**TO DO**. Pull out every line below that contains the word "Schlueter".

*** DATA SHOWN Section Begins ***

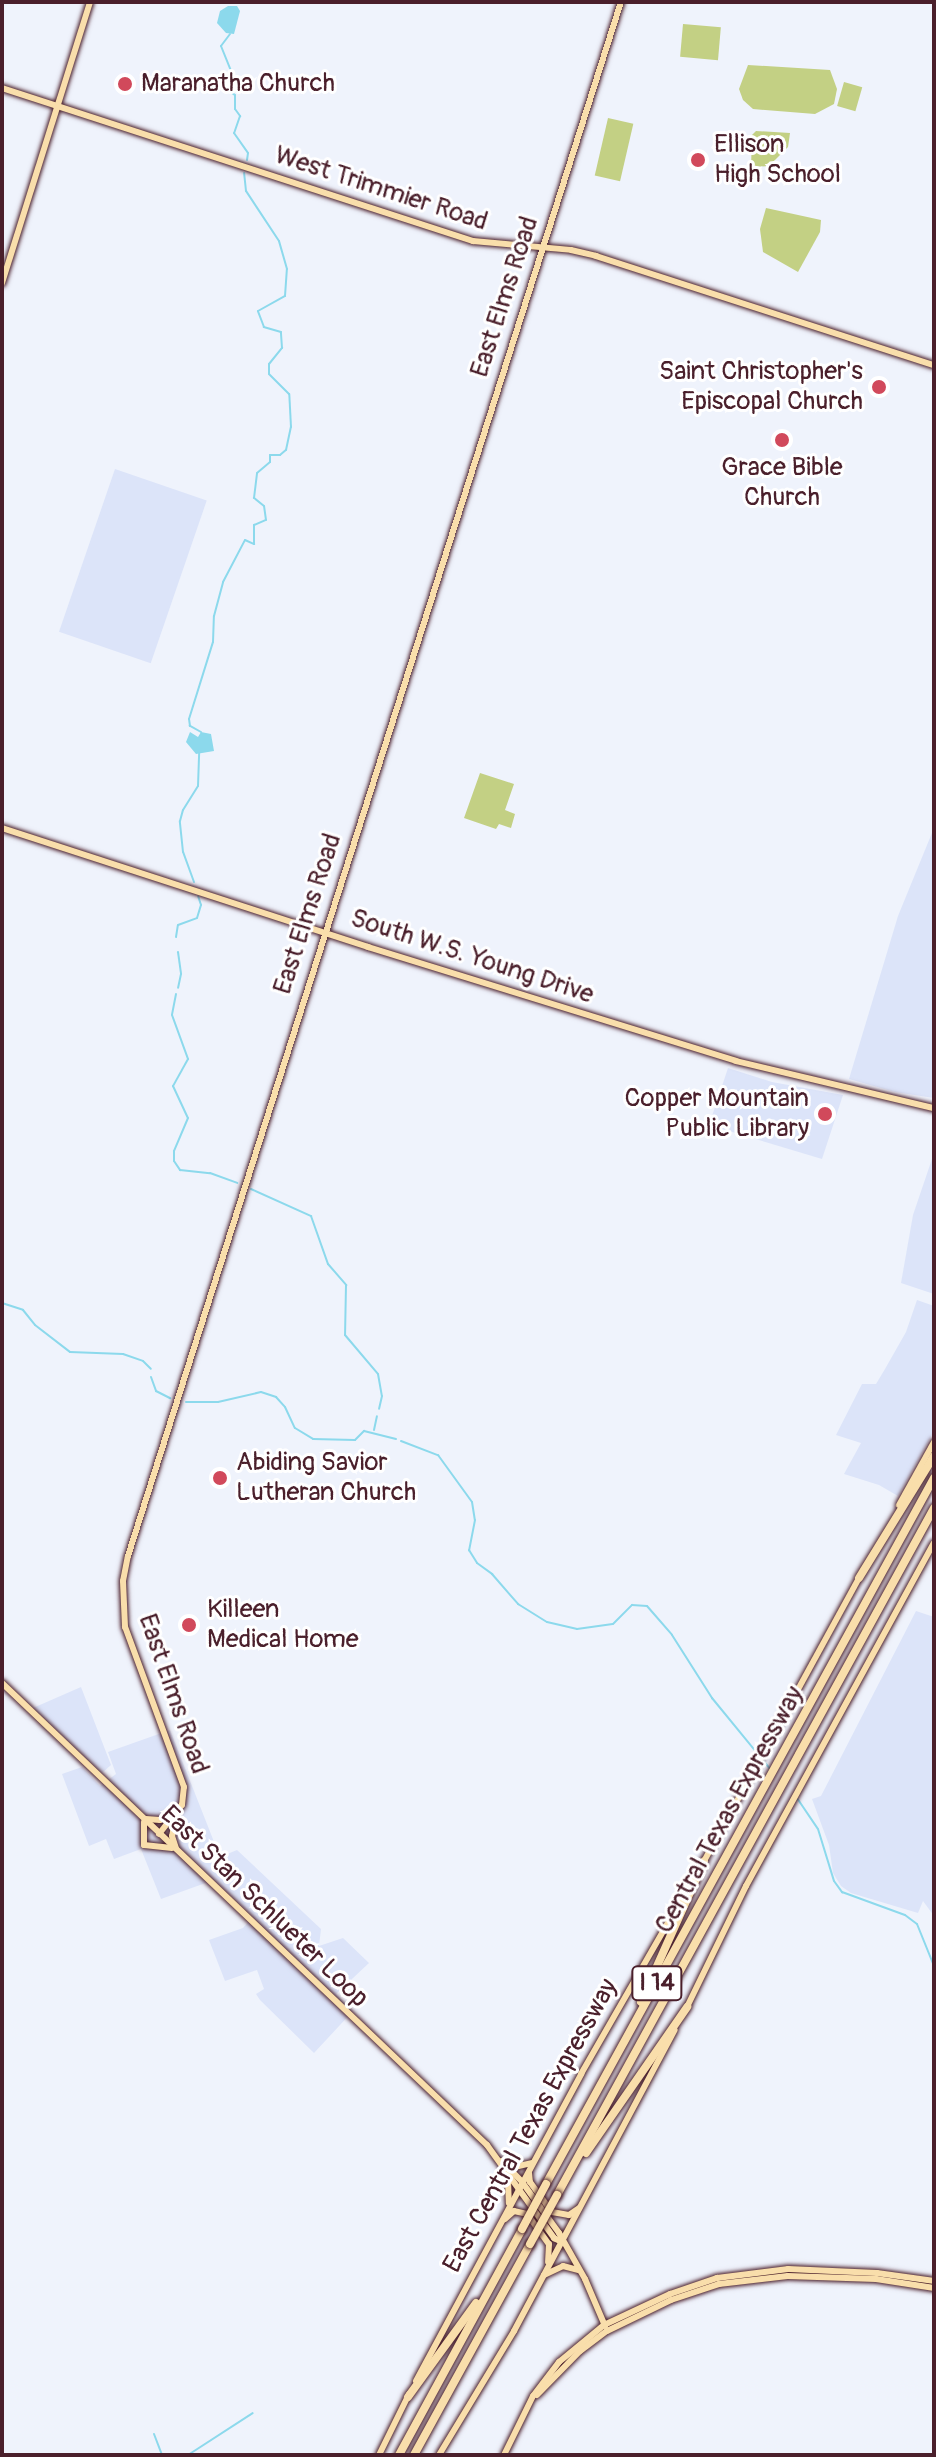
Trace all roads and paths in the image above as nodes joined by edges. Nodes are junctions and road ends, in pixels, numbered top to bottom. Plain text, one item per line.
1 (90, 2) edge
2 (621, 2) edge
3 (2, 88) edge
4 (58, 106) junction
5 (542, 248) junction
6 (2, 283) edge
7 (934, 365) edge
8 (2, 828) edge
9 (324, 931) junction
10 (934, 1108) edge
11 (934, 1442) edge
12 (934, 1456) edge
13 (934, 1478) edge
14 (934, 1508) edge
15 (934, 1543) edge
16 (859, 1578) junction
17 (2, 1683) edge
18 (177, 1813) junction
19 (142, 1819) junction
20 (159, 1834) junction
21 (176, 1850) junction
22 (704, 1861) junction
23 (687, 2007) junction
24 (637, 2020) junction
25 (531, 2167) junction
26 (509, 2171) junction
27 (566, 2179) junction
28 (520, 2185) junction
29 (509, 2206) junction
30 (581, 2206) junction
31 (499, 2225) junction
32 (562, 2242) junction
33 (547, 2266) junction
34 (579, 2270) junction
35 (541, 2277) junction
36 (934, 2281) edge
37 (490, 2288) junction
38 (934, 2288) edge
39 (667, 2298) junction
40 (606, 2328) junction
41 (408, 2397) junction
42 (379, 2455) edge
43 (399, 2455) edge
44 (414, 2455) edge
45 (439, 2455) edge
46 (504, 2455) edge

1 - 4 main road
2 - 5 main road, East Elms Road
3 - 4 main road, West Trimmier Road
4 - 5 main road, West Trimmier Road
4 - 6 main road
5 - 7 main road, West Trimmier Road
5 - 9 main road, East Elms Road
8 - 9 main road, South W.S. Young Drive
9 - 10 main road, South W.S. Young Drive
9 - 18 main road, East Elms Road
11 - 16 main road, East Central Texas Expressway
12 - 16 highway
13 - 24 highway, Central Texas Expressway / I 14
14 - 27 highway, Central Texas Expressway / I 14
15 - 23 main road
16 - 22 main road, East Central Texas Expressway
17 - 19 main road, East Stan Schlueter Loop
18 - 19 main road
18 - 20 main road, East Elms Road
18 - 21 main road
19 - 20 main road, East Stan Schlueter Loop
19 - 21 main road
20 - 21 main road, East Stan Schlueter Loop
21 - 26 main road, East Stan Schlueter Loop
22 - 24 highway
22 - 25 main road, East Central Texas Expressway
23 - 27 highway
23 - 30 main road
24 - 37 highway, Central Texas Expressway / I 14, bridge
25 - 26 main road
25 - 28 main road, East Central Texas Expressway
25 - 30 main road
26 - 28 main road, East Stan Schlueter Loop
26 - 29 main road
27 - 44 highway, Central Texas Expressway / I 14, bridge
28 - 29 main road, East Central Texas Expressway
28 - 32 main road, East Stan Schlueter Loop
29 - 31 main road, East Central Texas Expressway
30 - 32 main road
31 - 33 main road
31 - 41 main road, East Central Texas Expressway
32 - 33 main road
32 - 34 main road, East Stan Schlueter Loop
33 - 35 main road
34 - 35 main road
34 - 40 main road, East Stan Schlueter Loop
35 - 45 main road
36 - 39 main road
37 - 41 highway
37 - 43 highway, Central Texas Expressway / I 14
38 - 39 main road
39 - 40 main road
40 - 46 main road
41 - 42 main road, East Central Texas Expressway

*** DATA SHOWN Section Ends ***

**SOLUTION FOR THIS TASK**.
17 - 19 main road, East Stan Schlueter Loop
19 - 20 main road, East Stan Schlueter Loop
20 - 21 main road, East Stan Schlueter Loop
21 - 26 main road, East Stan Schlueter Loop
26 - 28 main road, East Stan Schlueter Loop
28 - 32 main road, East Stan Schlueter Loop
32 - 34 main road, East Stan Schlueter Loop
34 - 40 main road, East Stan Schlueter Loop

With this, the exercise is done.